I had a sense of panic in the shower as I took deep breaths to control my breathing and stop the crying. I have forgotten who I was! My mind raced as I thought and thought. Nothing. And I also know that I haven't been diligent in writing since Claire was born, so I can't go back and read that. I started my blog almost a year after being first diagnosed, so that won't help. I can look back at pictures, but all I think is "I wonder if I had cancer when that picture was taken?" Dang it! Not only has it invaded my present and future, but that sneaky little cancer crap crept into my past as well, and here's our conversation...
Setting the scene....Sue is looking through a photo album from three or four years ago....
"Ha ha ha! Look, Dion, there we are at the lodge with our friends a few years back. Boy, that was fun!"
Enter Cancer
"Hey Sue. Jeeze, that looks like you were having fun. I think I even may have been there with you, lurking around, challenging your life without you ever knowing it! Woo hoo! What a fun time THAT was!"

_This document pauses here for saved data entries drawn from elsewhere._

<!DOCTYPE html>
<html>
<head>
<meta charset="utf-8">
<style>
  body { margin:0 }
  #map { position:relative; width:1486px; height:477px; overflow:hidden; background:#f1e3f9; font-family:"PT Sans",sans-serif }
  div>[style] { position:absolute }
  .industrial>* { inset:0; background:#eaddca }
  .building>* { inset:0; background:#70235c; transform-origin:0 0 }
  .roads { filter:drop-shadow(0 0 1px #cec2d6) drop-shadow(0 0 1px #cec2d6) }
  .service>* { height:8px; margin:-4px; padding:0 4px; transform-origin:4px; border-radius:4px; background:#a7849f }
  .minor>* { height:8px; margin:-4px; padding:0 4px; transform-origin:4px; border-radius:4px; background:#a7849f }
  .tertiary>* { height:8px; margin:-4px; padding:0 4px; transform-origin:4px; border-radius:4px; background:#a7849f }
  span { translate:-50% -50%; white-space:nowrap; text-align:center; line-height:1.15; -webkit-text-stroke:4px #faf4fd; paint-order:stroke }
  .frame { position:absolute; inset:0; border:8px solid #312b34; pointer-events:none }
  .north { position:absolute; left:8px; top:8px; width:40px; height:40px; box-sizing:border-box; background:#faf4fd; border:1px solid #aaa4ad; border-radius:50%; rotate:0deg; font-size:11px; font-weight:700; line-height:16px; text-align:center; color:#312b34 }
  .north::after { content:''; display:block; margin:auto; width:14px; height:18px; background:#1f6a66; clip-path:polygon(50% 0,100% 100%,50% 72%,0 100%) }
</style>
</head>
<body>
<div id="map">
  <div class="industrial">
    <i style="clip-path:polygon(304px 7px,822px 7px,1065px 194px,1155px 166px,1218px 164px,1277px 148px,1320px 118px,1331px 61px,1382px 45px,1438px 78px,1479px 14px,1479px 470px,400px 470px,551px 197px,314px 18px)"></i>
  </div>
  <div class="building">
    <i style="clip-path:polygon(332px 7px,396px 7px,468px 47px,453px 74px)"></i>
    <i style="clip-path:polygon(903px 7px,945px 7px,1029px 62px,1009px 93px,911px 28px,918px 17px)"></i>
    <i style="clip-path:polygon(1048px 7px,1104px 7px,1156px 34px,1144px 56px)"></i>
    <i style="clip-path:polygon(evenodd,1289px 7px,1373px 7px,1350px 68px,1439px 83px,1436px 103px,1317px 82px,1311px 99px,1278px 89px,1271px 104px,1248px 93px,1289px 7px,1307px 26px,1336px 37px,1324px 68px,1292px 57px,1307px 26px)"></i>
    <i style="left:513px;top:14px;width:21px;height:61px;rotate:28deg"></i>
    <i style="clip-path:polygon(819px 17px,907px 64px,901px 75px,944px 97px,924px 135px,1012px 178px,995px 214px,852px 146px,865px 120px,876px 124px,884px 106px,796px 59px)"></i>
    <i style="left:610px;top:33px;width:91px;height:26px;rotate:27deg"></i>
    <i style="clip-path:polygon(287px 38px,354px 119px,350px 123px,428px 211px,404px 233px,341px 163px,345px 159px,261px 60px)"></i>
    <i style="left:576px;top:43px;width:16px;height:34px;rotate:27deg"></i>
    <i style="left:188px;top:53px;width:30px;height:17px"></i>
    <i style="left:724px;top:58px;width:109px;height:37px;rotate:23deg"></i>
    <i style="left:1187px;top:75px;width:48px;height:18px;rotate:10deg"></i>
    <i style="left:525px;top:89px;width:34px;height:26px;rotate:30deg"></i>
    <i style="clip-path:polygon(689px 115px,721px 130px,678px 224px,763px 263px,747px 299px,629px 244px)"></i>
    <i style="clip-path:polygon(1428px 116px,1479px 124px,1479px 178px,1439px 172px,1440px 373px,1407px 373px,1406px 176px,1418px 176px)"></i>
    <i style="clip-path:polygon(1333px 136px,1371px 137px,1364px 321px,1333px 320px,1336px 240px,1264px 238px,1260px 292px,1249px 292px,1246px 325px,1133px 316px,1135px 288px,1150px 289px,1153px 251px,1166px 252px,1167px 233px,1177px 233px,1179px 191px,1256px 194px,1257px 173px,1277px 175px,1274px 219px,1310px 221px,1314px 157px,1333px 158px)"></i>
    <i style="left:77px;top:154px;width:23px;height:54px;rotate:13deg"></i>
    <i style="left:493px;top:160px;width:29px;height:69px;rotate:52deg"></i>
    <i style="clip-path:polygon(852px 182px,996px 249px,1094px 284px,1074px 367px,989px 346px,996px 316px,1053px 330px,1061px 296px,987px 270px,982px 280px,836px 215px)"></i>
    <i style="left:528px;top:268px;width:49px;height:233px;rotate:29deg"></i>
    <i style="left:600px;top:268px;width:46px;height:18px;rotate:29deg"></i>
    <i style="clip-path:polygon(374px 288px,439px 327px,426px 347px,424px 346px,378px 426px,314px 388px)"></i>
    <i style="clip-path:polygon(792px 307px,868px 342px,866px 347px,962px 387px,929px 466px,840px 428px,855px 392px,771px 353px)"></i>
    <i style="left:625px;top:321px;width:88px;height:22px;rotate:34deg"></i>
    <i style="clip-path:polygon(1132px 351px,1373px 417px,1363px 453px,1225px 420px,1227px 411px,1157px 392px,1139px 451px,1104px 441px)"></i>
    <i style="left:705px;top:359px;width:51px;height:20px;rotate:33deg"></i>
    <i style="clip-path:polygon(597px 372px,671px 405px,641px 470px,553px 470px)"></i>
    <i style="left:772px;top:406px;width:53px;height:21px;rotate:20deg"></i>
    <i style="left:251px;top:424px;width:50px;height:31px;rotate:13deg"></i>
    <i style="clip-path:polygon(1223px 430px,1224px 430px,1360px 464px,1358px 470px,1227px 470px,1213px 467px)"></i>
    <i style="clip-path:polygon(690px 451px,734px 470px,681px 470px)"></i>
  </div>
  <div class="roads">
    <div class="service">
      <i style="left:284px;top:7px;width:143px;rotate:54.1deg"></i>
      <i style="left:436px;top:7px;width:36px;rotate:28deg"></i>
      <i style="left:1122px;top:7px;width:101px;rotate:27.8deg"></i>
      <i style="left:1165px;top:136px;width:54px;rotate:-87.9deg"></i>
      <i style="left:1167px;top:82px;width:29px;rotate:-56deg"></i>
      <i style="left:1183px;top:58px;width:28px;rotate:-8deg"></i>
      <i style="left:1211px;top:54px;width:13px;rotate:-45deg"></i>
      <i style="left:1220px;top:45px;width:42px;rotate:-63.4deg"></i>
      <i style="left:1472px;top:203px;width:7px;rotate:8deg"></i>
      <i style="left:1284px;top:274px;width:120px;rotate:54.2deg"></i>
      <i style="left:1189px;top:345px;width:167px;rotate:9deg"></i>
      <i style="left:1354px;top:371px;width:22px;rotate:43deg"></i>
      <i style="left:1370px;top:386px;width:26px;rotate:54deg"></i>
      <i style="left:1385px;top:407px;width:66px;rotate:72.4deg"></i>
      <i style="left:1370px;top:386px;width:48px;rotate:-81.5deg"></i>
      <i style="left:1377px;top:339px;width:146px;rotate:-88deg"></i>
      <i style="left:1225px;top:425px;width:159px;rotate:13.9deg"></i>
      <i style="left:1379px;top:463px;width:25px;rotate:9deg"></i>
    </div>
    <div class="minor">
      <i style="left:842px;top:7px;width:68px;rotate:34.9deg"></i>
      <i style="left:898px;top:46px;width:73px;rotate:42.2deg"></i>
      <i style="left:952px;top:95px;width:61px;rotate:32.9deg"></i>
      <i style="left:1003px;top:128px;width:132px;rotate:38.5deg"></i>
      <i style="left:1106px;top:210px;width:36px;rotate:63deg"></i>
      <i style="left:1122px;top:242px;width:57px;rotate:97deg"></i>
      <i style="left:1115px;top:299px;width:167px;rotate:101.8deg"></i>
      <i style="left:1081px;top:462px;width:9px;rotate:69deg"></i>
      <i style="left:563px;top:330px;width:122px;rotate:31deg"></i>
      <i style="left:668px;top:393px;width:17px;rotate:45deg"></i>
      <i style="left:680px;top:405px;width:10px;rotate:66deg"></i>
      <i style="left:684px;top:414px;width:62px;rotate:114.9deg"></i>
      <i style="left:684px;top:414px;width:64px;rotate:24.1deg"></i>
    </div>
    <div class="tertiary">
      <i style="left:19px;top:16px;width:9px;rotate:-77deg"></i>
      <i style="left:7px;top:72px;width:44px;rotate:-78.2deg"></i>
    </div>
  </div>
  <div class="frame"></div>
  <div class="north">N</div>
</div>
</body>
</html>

"Hey Cancer! I have given you a lot of my life and myself! You really should stay out of my past. Let me at least have that!"
"What? Are you kidding? What kind of effective disease would I be if I didn't screw with you in every aspect?"
"But that's all I have that hasn't been tainted with you!"
"That's what you thought....."
So there you have it. The closest memories I guess I have before my body failed me was that I felt safe. I felt optimistic. I felt strong. Oh sure, there are days where I feel all of these things, but more often than not, I don't. Last week at Mayo in the treatment room I asked a lady what her demon was, not really thinking about the words I was saying. But now that I have had time, demon.....you can't get more descriptive than that when it comes to cancer. I don't care if you have had skin cancer, breast cancer, throat cancer, non-Hodgkins, whatever, cancer is cancer is cancer. The scare is the same, the feelings are the same, the demon is the same, just in a different outfit. My cancer wears a bright pink pant suit, with sequins, a hot pink boa, and pink Doc Martin shoes. You cannot ignore my cancer, she won't let you.
I will continue to try and remember who I was a few years ago, knowing that won't change who I am now. But every once in a while I miss the old me, and I wouldn't mind running into her and sitting down and chatting.